NEW SPECIES of “flying lemur” discovered
Two new species of “flying lemur” or colugo have been discovered using genetic work. However, “flying lemur” is a misnomer, since genetic work has placed colugos into a mere “sister group to primates,” and colugos aren’t endemic to Madagascar as lemurs are, but are found in Southeast Asia. Furthermore, colugos don’t actually fly. These animals, using a special skin membrane called a patagium, glide from tree to tree within their arboreal habitat. From Science Daily:
Scientists had recognized just two species of these enigmatic mammals, the Sunda colugo and the Philippine colugo. However, the new findings show that the Sunda colugo, found only in Indochina and Sundaland, including the large islands of Borneo, Sumatra, and Java, actually represents at least three separate species.

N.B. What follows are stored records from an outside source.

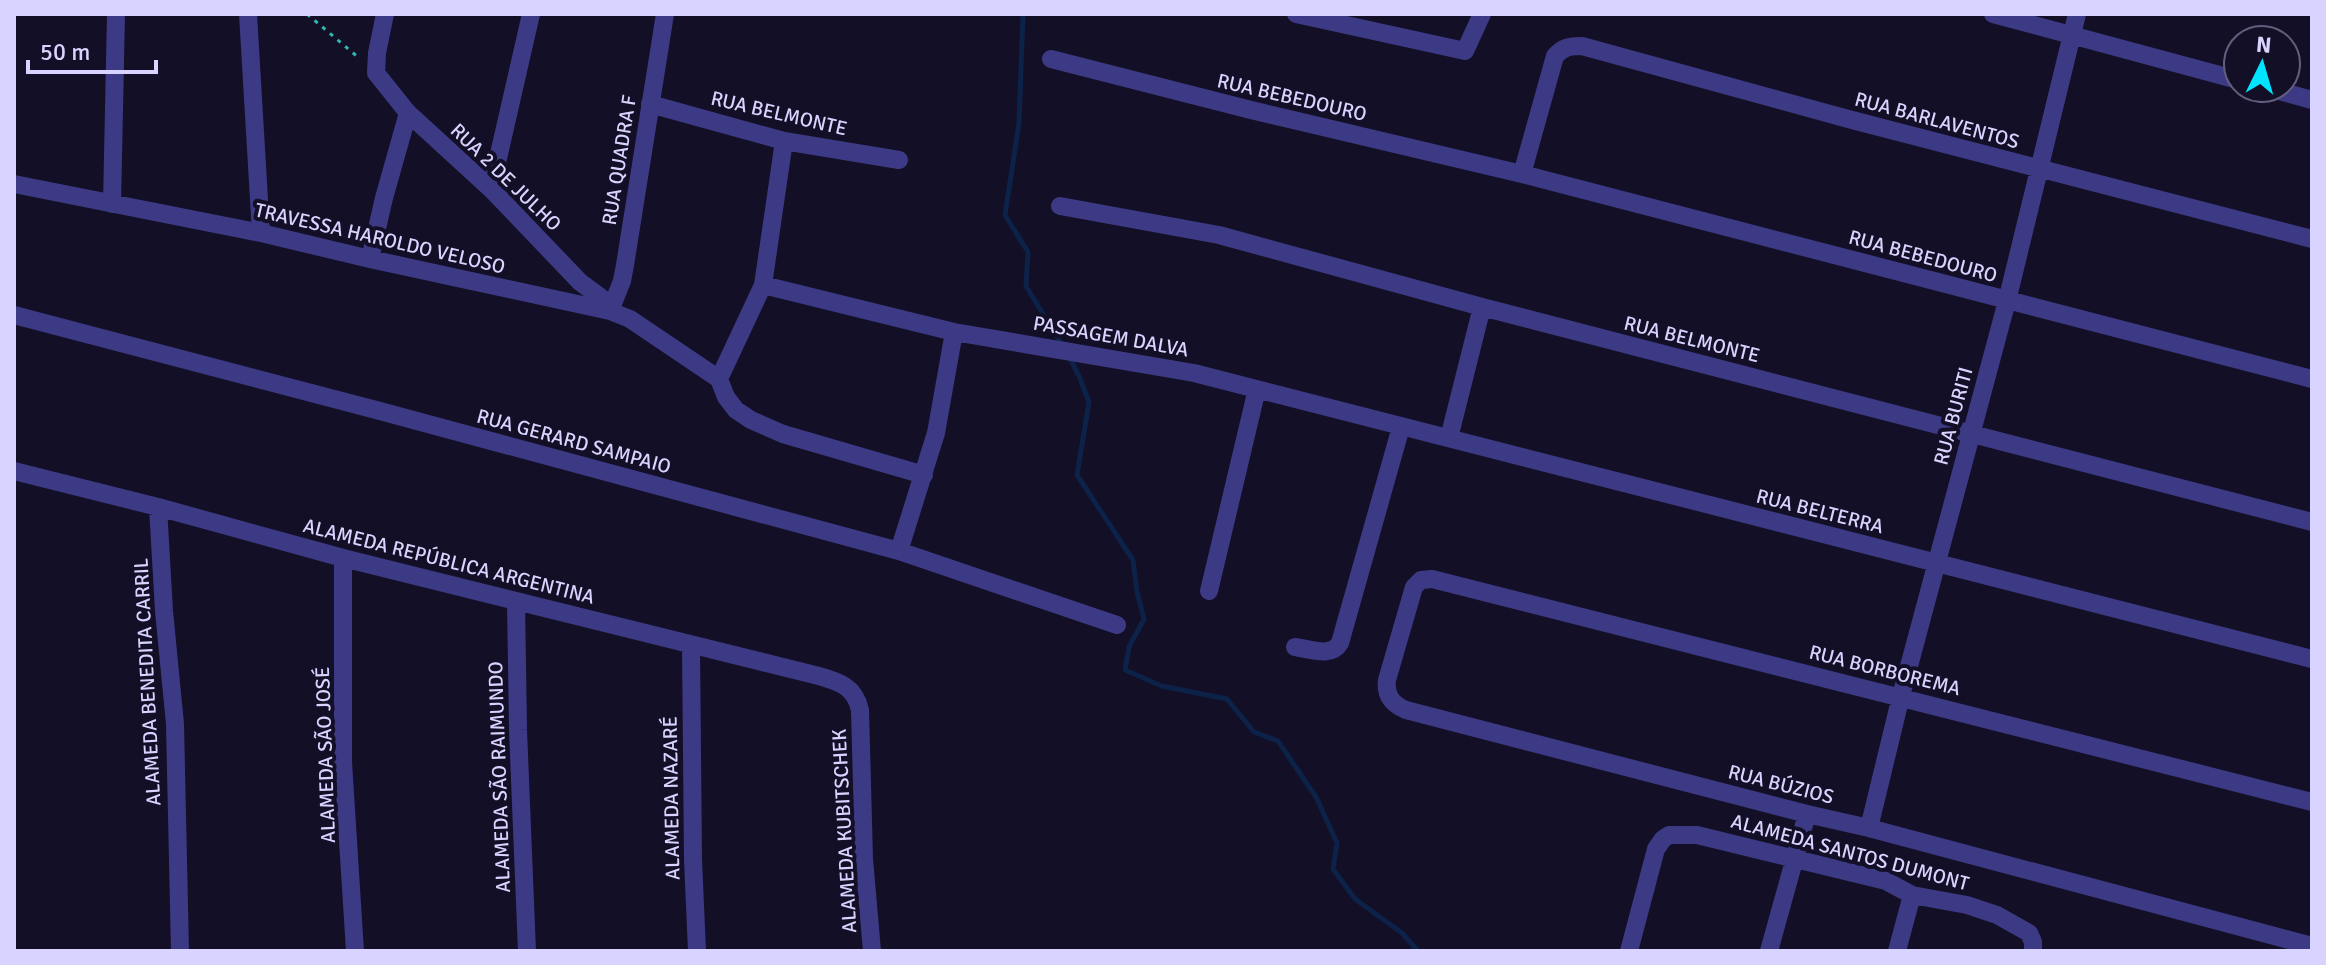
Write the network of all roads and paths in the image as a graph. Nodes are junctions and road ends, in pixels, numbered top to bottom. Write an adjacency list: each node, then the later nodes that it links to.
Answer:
1 (116, 14): 24 (street)
2 (248, 14): 26 (street)
3 (307, 14): 14 (path)
4 (385, 14): 14 (street)
5 (531, 14): 23 (street)
6 (665, 14): 16 (street, RUA QUADRA F)
7 (1296, 14): 11 (street)
8 (1482, 14): 11 (street)
9 (1993, 14): 12 (street)
10 (2077, 14): 12 (street, RUA BURITI)
11 (1346, 19)
12 (2071, 34): 15 (street); 20 (street, RUA BURITI)
13 (1051, 59): 21 (street, RUA BEBEDOURO)
14 (376, 73): 17 (street, RUA 2 DE JULHO)
15 (2222, 76)
16 (650, 104): 18 (street, RUA BELMONTE); 32 (street, RUA QUADRA F)
17 (408, 113): 23 (street, RUA 2 DE JULHO); 28 (street)
18 (784, 141): 19 (street, RUA BELMONTE); 29 (street)
19 (899, 160)
20 (2038, 169): 21 (street, RUA BARLAVENTOS); 27 (street, RUA BARLAVENTOS); 30 (street, RUA BURITI)
21 (1522, 174): 30 (street, RUA BEBEDOURO)
22 (14, 184): 24 (street, TRAVESSA HAROLDO VELOSO)
23 (491, 189): 32 (street, RUA 2 DE JULHO)
24 (112, 204): 26 (street, TRAVESSA HAROLDO VELOSO)
25 (1060, 206): 31 (street, RUA BELMONTE)
26 (261, 233): 28 (street, TRAVESSA HAROLDO VELOSO)
27 (2312, 239)
28 (370, 259): 32 (street, TRAVESSA HAROLDO VELOSO)
29 (763, 285): 34 (street, PASSAGEM DALVA); 35 (street)
30 (2007, 301): 36 (street, RUA BEBEDOURO); 39 (street, RUA BURITI)
31 (1482, 307): 39 (street, RUA BELMONTE); 40 (street)
32 (611, 308): 35 (street, TRAVESSA HAROLDO VELOSO)
33 (14, 315): 45 (street, RUA GERARD SAMPAIO)
34 (954, 332): 37 (street, PASSAGEM DALVA); 42 (street)
35 (719, 379): 42 (street)
36 (2312, 379)
37 (1257, 389): 38 (street, PASSAGEM DALVA); 49 (street)
38 (1401, 427): 40 (street, PASSAGEM DALVA); 53 (street)
39 (1971, 434): 44 (street, RUA BELMONTE); 47 (street, RUA BURITI)
40 (1449, 438): 47 (street, RUA BELTERRA)
41 (14, 471): 43 (street, ALAMEDA REPÚBLICA ARGENTINA)
42 (924, 475): 45 (street)
43 (158, 507): 46 (street, ALAMEDA REPÚBLICA ARGENTINA); 63 (street, ALAMEDA BENEDITA CARRIL)
44 (2312, 522)
45 (899, 551): 51 (street, RUA GERARD SAMPAIO)
46 (343, 558): 50 (street, ALAMEDA REPÚBLICA ARGENTINA); 64 (street, ALAMEDA SÃO JOSÉ)
47 (1937, 564): 54 (street, RUA BELTERRA); 55 (street, RUA BURITI)
48 (1447, 583): 55 (street, RUA BORBOREMA); 58 (street, RUA BÚZIOS)
49 (1209, 591)
50 (516, 601): 52 (street, ALAMEDA REPÚBLICA ARGENTINA); 65 (street, ALAMEDA SÃO RAIMUNDO)
51 (1117, 625)
52 (691, 645): 56 (street, ALAMEDA REPÚBLICA ARGENTINA); 66 (street, ALAMEDA NAZARÉ)
53 (1295, 647)
54 (2312, 659)
55 (1901, 696): 57 (street, RUA BORBOREMA); 59 (street, RUA BURITI)
56 (860, 710): 67 (street, ALAMEDA KUBITSCHEK)
57 (2312, 802)
58 (1807, 814): 59 (street, RUA BÚZIOS); 60 (street)
59 (1869, 828): 62 (street, RUA BÚZIOS)
60 (1795, 857): 61 (street, ALAMEDA SANTOS DUMONT); 68 (street, ALAMEDA SANTOS DUMONT); 69 (street)
61 (1912, 895): 70 (street); 71 (street, ALAMEDA SANTOS DUMONT)
62 (2312, 946)
63 (180, 951)
64 (355, 951)
65 (527, 951)
66 (697, 951)
67 (872, 951)
68 (1629, 951)
69 (1769, 951)
70 (1897, 951)
71 (2033, 951)

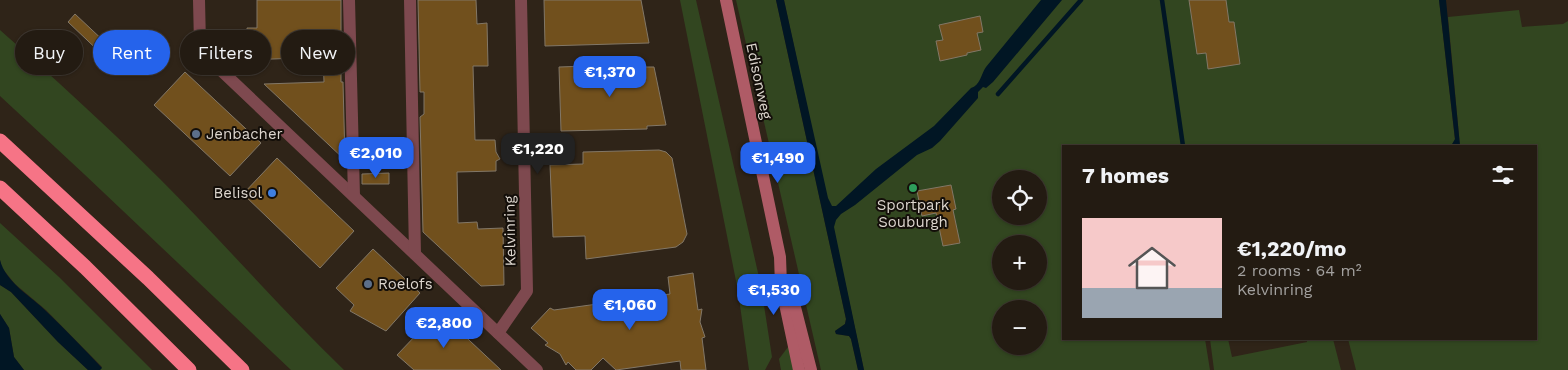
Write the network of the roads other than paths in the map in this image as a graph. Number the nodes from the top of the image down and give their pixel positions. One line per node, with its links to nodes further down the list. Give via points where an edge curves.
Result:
1 (199, 0): 8 (street, via 200,44 209,59)
2 (349, 0): 8 (street)
3 (410, 0): 9 (street)
4 (521, 0): 11 (street, Kelvinring, via 527,291)
5 (726, 0): 10 (street, Edisonweg)
6 (0, 140): 13 (highway)
7 (0, 188): 12 (highway)
8 (354, 196): 9 (street)
9 (415, 254): 11 (street)
10 (780, 257): 15 (street, Edisonweg, via 781,285); 16 (street, Edisonweg)
11 (498, 333): 14 (street)
12 (189, 370)
13 (242, 370)
14 (537, 370)
15 (800, 370)
16 (811, 370)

“We were guessing that we might find that there were different species of Sunda colugo—although we were not sure,” said Jan Janecka of Texas A&M University. “But what really surprised us was how old the speciation events were. Some went back four to five million years,” making the colugo species as old as other modern species groups (or genera) such as the primates known as macaques and the leopard cats.
The team’s initial hunch that the Sunda colugos might be distinct species came largely from obvious differences in characteristics like body size and color. In the new study, they compared the DNA of colugos living on the mainland, Java, and Borneo, uncovering enough divergence between the sequences to warrant their designation as three species.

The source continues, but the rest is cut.